Start of GIVEN RECORDS

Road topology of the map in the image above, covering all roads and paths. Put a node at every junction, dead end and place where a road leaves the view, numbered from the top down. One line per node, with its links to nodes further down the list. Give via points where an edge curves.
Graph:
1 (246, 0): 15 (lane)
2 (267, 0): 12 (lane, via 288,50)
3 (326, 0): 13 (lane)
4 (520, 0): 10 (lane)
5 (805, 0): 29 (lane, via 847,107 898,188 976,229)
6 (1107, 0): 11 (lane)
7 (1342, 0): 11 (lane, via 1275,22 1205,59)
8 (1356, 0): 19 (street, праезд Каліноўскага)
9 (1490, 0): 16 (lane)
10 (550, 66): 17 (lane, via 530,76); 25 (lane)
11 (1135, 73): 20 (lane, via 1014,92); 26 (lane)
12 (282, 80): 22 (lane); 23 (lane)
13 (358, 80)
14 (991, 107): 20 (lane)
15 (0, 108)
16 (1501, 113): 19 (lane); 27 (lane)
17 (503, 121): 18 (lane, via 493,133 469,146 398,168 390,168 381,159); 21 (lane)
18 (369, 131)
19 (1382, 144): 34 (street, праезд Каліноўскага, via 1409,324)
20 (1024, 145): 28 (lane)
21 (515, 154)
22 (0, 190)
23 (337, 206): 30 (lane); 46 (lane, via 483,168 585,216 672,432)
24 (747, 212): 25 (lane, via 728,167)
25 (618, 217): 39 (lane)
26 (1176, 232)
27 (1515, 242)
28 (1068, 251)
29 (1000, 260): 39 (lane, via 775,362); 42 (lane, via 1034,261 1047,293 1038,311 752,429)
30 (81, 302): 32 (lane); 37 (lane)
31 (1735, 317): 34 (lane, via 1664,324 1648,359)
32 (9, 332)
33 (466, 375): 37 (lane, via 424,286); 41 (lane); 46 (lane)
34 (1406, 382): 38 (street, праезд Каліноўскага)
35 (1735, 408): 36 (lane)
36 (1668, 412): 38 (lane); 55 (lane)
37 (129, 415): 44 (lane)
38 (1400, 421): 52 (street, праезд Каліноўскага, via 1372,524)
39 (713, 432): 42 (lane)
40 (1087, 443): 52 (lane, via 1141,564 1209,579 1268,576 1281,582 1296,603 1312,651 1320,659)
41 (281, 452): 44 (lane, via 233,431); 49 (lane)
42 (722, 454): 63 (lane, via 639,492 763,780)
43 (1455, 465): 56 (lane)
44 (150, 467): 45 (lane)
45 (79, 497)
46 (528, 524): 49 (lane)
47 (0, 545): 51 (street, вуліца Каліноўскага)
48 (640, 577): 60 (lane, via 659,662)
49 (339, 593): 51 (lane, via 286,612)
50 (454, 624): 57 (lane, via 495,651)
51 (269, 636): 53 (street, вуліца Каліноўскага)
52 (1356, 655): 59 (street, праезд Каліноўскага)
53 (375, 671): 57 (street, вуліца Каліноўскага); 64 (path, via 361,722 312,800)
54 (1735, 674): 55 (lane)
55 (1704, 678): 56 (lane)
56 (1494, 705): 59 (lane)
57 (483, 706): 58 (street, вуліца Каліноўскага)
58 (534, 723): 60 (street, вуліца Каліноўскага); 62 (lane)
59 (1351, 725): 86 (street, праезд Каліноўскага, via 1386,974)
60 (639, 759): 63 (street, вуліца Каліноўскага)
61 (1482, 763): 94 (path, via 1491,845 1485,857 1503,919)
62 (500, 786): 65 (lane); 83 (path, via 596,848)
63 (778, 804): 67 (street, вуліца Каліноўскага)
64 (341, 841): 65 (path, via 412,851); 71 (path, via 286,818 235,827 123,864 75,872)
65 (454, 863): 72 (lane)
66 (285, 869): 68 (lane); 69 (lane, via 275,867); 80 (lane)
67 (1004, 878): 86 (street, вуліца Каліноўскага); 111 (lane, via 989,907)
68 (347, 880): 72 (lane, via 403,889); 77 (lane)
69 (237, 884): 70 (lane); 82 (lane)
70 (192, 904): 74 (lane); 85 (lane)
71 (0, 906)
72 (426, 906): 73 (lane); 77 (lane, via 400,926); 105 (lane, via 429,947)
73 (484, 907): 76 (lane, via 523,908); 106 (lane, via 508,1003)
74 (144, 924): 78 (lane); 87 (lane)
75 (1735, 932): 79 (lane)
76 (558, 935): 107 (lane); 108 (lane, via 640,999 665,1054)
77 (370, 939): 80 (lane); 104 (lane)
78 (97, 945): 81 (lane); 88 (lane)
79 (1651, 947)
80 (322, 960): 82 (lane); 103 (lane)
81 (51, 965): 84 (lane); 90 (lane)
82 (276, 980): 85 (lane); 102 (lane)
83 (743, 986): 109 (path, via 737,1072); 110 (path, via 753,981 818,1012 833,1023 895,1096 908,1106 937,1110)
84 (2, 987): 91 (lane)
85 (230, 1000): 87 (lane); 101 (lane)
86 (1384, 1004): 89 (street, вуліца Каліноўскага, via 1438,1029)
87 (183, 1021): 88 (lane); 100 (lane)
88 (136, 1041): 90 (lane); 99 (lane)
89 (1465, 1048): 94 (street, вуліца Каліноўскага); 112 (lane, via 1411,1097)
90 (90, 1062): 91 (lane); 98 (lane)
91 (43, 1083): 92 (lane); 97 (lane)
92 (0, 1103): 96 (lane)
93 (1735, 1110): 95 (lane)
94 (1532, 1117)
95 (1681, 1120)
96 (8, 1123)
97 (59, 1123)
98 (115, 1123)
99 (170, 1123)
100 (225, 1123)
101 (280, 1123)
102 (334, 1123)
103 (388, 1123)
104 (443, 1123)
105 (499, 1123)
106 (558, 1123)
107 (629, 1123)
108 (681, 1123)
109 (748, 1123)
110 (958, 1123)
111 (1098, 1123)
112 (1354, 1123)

End of GIVEN RECORDS

Every line of the listing above should be copied word for word.

Road topology of the map in the image above, covering all roads and paths. Put a node at every junction, dead end and place where a road leaves the view, numbered from the top down. One line per node, with its links to nodes further down the list. Give via points where an edge curves.
Graph:
1 (246, 0): 15 (lane)
2 (267, 0): 12 (lane, via 288,50)
3 (326, 0): 13 (lane)
4 (520, 0): 10 (lane)
5 (805, 0): 29 (lane, via 847,107 898,188 976,229)
6 (1107, 0): 11 (lane)
7 (1342, 0): 11 (lane, via 1275,22 1205,59)
8 (1356, 0): 19 (street, праезд Каліноўскага)
9 (1490, 0): 16 (lane)
10 (550, 66): 17 (lane, via 530,76); 25 (lane)
11 (1135, 73): 20 (lane, via 1014,92); 26 (lane)
12 (282, 80): 22 (lane); 23 (lane)
13 (358, 80)
14 (991, 107): 20 (lane)
15 (0, 108)
16 (1501, 113): 19 (lane); 27 (lane)
17 (503, 121): 18 (lane, via 493,133 469,146 398,168 390,168 381,159); 21 (lane)
18 (369, 131)
19 (1382, 144): 34 (street, праезд Каліноўскага, via 1409,324)
20 (1024, 145): 28 (lane)
21 (515, 154)
22 (0, 190)
23 (337, 206): 30 (lane); 46 (lane, via 483,168 585,216 672,432)
24 (747, 212): 25 (lane, via 728,167)
25 (618, 217): 39 (lane)
26 (1176, 232)
27 (1515, 242)
28 (1068, 251)
29 (1000, 260): 39 (lane, via 775,362); 42 (lane, via 1034,261 1047,293 1038,311 752,429)
30 (81, 302): 32 (lane); 37 (lane)
31 (1735, 317): 34 (lane, via 1664,324 1648,359)
32 (9, 332)
33 (466, 375): 37 (lane, via 424,286); 41 (lane); 46 (lane)
34 (1406, 382): 38 (street, праезд Каліноўскага)
35 (1735, 408): 36 (lane)
36 (1668, 412): 38 (lane); 55 (lane)
37 (129, 415): 44 (lane)
38 (1400, 421): 52 (street, праезд Каліноўскага, via 1372,524)
39 (713, 432): 42 (lane)
40 (1087, 443): 52 (lane, via 1141,564 1209,579 1268,576 1281,582 1296,603 1312,651 1320,659)
41 (281, 452): 44 (lane, via 233,431); 49 (lane)
42 (722, 454): 63 (lane, via 639,492 763,780)
43 (1455, 465): 56 (lane)
44 (150, 467): 45 (lane)
45 (79, 497)
46 (528, 524): 49 (lane)
47 (0, 545): 51 (street, вуліца Каліноўскага)
48 (640, 577): 60 (lane, via 659,662)
49 (339, 593): 51 (lane, via 286,612)
50 (454, 624): 57 (lane, via 495,651)
51 (269, 636): 53 (street, вуліца Каліноўскага)
52 (1356, 655): 59 (street, праезд Каліноўскага)
53 (375, 671): 57 (street, вуліца Каліноўскага); 64 (path, via 361,722 312,800)
54 (1735, 674): 55 (lane)
55 (1704, 678): 56 (lane)
56 (1494, 705): 59 (lane)
57 (483, 706): 58 (street, вуліца Каліноўскага)
58 (534, 723): 60 (street, вуліца Каліноўскага); 62 (lane)
59 (1351, 725): 86 (street, праезд Каліноўскага, via 1386,974)
60 (639, 759): 63 (street, вуліца Каліноўскага)
61 (1482, 763): 94 (path, via 1491,845 1485,857 1503,919)
62 (500, 786): 65 (lane); 83 (path, via 596,848)
63 (778, 804): 67 (street, вуліца Каліноўскага)
64 (341, 841): 65 (path, via 412,851); 71 (path, via 286,818 235,827 123,864 75,872)
65 (454, 863): 72 (lane)
66 (285, 869): 68 (lane); 69 (lane, via 275,867); 80 (lane)
67 (1004, 878): 86 (street, вуліца Каліноўскага); 111 (lane, via 989,907)
68 (347, 880): 72 (lane, via 403,889); 77 (lane)
69 (237, 884): 70 (lane); 82 (lane)
70 (192, 904): 74 (lane); 85 (lane)
71 (0, 906)
72 (426, 906): 73 (lane); 77 (lane, via 400,926); 105 (lane, via 429,947)
73 (484, 907): 76 (lane, via 523,908); 106 (lane, via 508,1003)
74 (144, 924): 78 (lane); 87 (lane)
75 (1735, 932): 79 (lane)
76 (558, 935): 107 (lane); 108 (lane, via 640,999 665,1054)
77 (370, 939): 80 (lane); 104 (lane)
78 (97, 945): 81 (lane); 88 (lane)
79 (1651, 947)
80 (322, 960): 82 (lane); 103 (lane)
81 (51, 965): 84 (lane); 90 (lane)
82 (276, 980): 85 (lane); 102 (lane)
83 (743, 986): 109 (path, via 737,1072); 110 (path, via 753,981 818,1012 833,1023 895,1096 908,1106 937,1110)
84 (2, 987): 91 (lane)
85 (230, 1000): 87 (lane); 101 (lane)
86 (1384, 1004): 89 (street, вуліца Каліноўскага, via 1438,1029)
87 (183, 1021): 88 (lane); 100 (lane)
88 (136, 1041): 90 (lane); 99 (lane)
89 (1465, 1048): 94 (street, вуліца Каліноўскага); 112 (lane, via 1411,1097)
90 (90, 1062): 91 (lane); 98 (lane)
91 (43, 1083): 92 (lane); 97 (lane)
92 (0, 1103): 96 (lane)
93 (1735, 1110): 95 (lane)
94 (1532, 1117)
95 (1681, 1120)
96 (8, 1123)
97 (59, 1123)
98 (115, 1123)
99 (170, 1123)
100 (225, 1123)
101 (280, 1123)
102 (334, 1123)
103 (388, 1123)
104 (443, 1123)
105 (499, 1123)
106 (558, 1123)
107 (629, 1123)
108 (681, 1123)
109 (748, 1123)
110 (958, 1123)
111 (1098, 1123)
112 (1354, 1123)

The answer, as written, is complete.